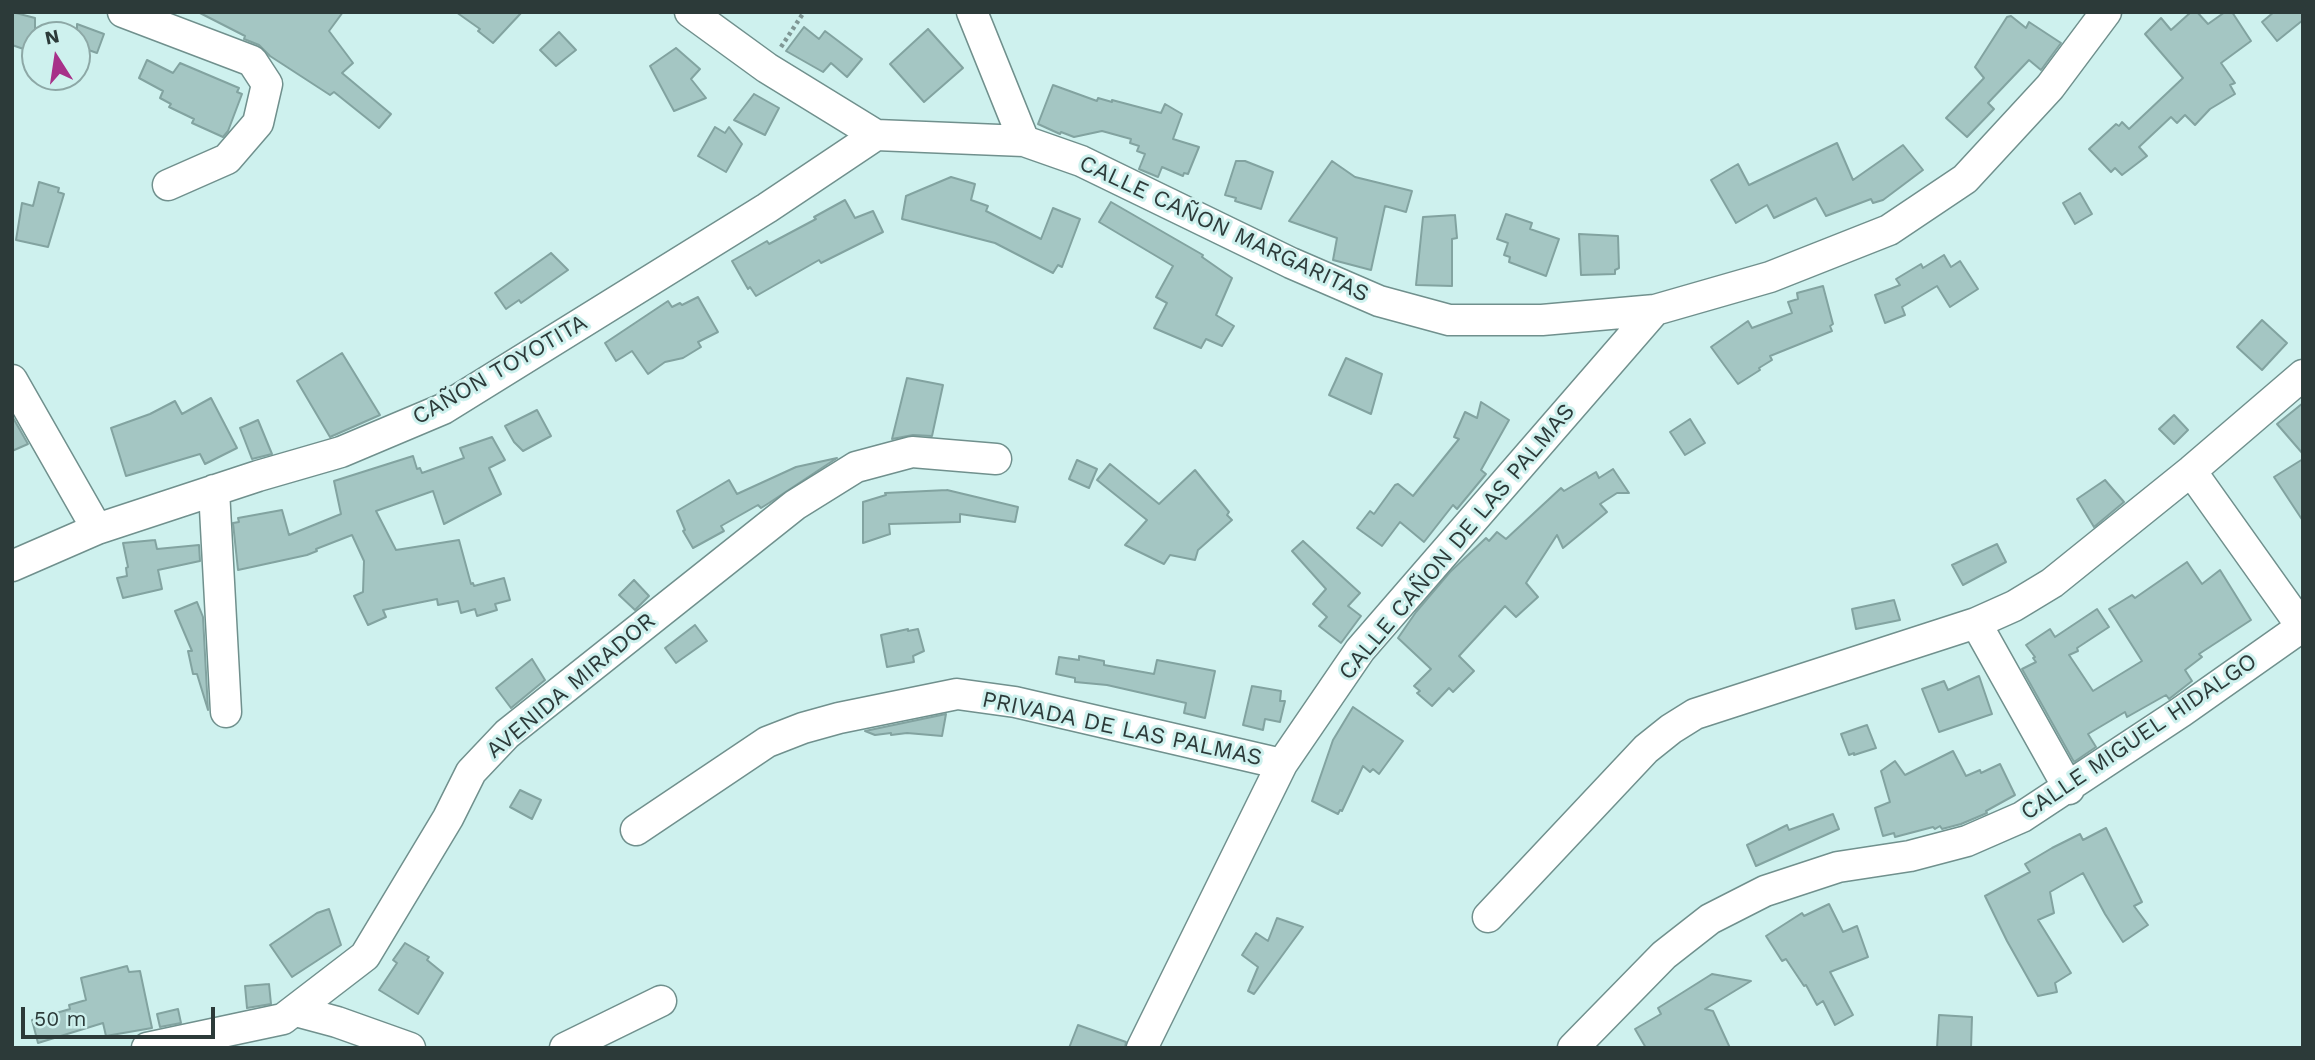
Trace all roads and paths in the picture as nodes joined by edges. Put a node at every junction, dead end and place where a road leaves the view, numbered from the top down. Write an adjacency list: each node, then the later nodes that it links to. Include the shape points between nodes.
1 (123, 12): 9 (street, via 252,61 267,84 258,123 228,159)
2 (690, 12): 6 (street)
3 (804, 12): 6 (path)
4 (972, 12): 8 (street)
5 (2106, 12): 10 (street, CALLE CAÑON MARGARITAS, via 2050,87 1965,179 1889,230 1770,277)
6 (767, 68): 7 (street)
7 (876, 135): 8 (street, CALLE CAÑON MARGARITAS); 15 (street, CAÑON TOYOTITA, via 443,409 341,452)
8 (1024, 141): 10 (street, CALLE CAÑON MARGARITAS, via 1081,161 1291,264 1379,301 1449,320 1542,320)
9 (168, 185)
10 (1655, 310): 21 (street, CALLE CAÑON DE LAS PALMAS, via 1360,649)
11 (2303, 375): 14 (street)
12 (12, 380): 16 (street)
13 (996, 459): 26 (street, AVENIDA MIRADOR, via 912,452 856,467 795,505 507,734 471,772 365,956)
14 (2191, 471): 18 (street, via 2052,583); 19 (street)
15 (214, 490): 16 (street, CAÑON TOYOTITA); 20 (street)
16 (97, 529): 17 (street, CAÑON TOYOTITA)
17 (12, 566)
18 (1976, 623): 22 (street); 24 (street, via 1695,714 1646,749)
19 (2302, 626): 22 (street, CALLE MIGUEL HIDALGO)
20 (226, 712)
21 (1282, 764): 23 (street, PRIVADA DE LAS PALMAS, via 1015,702 957,694 839,718 767,742); 30 (street, CALLE CAÑON DE LAS PALMAS)
22 (2069, 789): 31 (street, CALLE MIGUEL HIDALGO, via 2022,817 1967,841 1838,867 1765,891 1710,919 1664,955)
23 (636, 830)
24 (1488, 917)
25 (662, 1001): 29 (street)
26 (296, 1011): 27 (street, AVENIDA MIRADOR, via 283,1019); 28 (street)
27 (147, 1048)
28 (410, 1048)
29 (565, 1048)
30 (1142, 1048)
31 (1573, 1048)

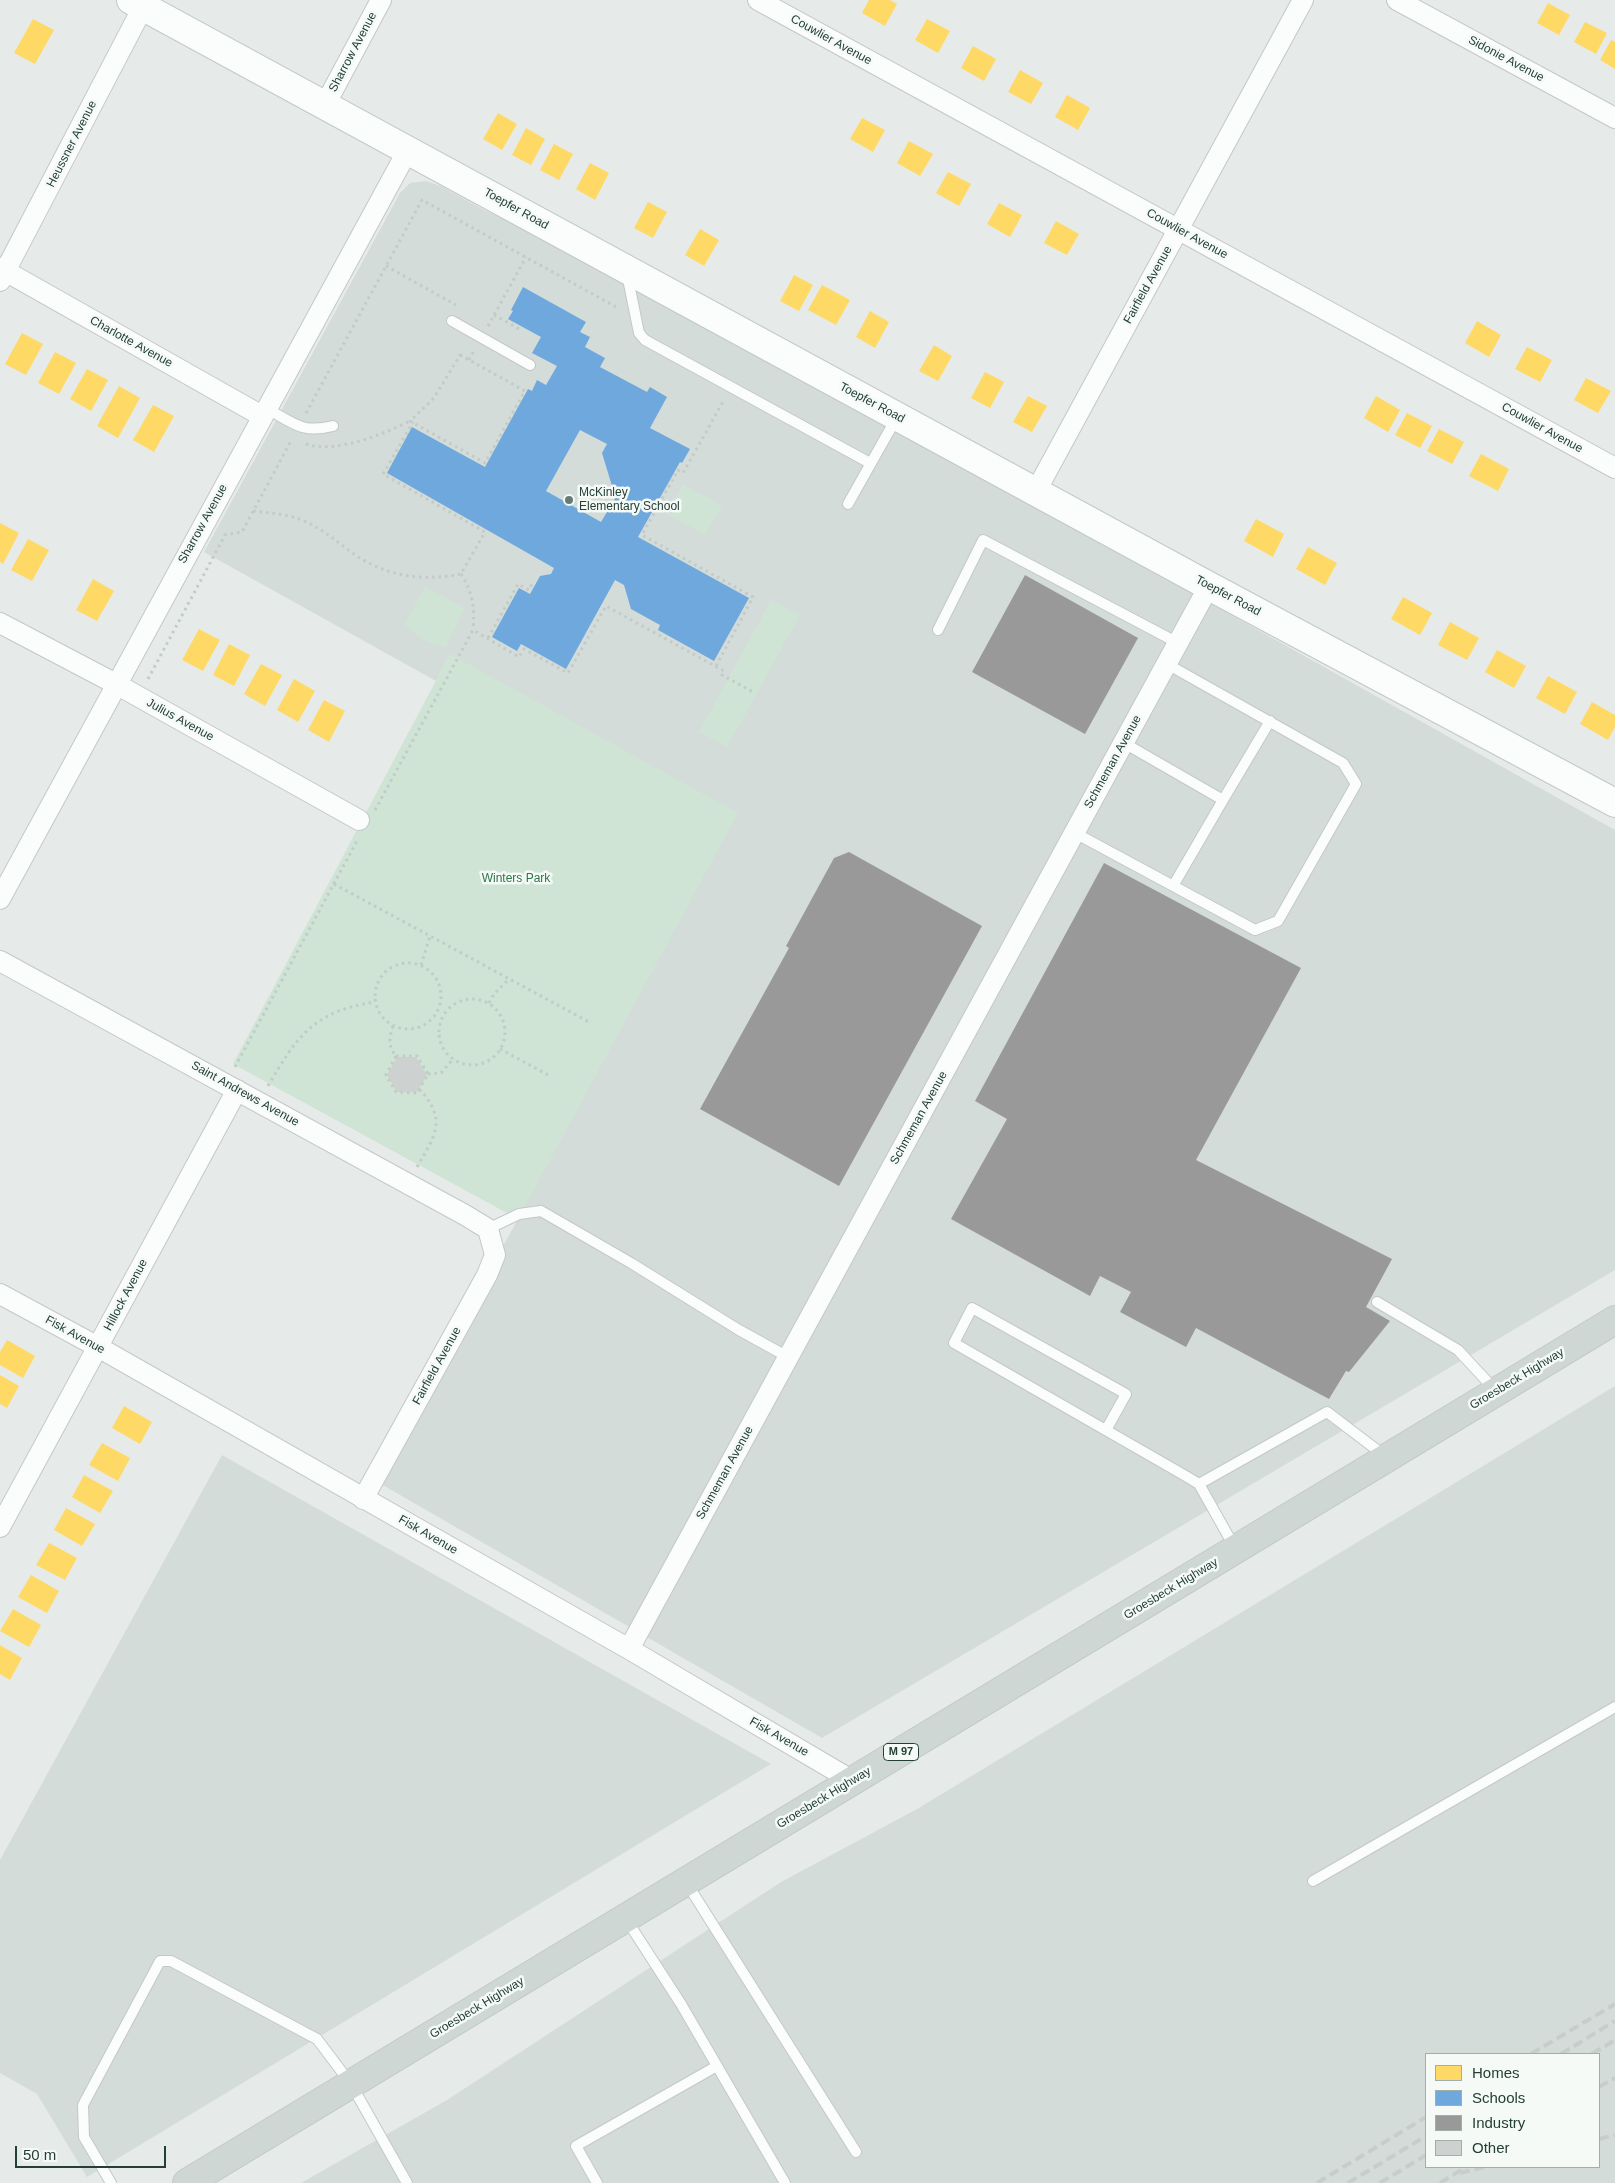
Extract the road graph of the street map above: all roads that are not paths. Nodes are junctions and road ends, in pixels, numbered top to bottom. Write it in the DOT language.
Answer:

▸ **Task**:
The lines wanted are those from the one with "Extract the road" through the last line of the records, repeated exactly and with both ends included.

▸ **Task result**:
Extract the road graph of the street map above: all roads that are not paths. Nodes are junctions and road ends, in pixels, numbered top to bottom. Write it in the DOT language.
Answer:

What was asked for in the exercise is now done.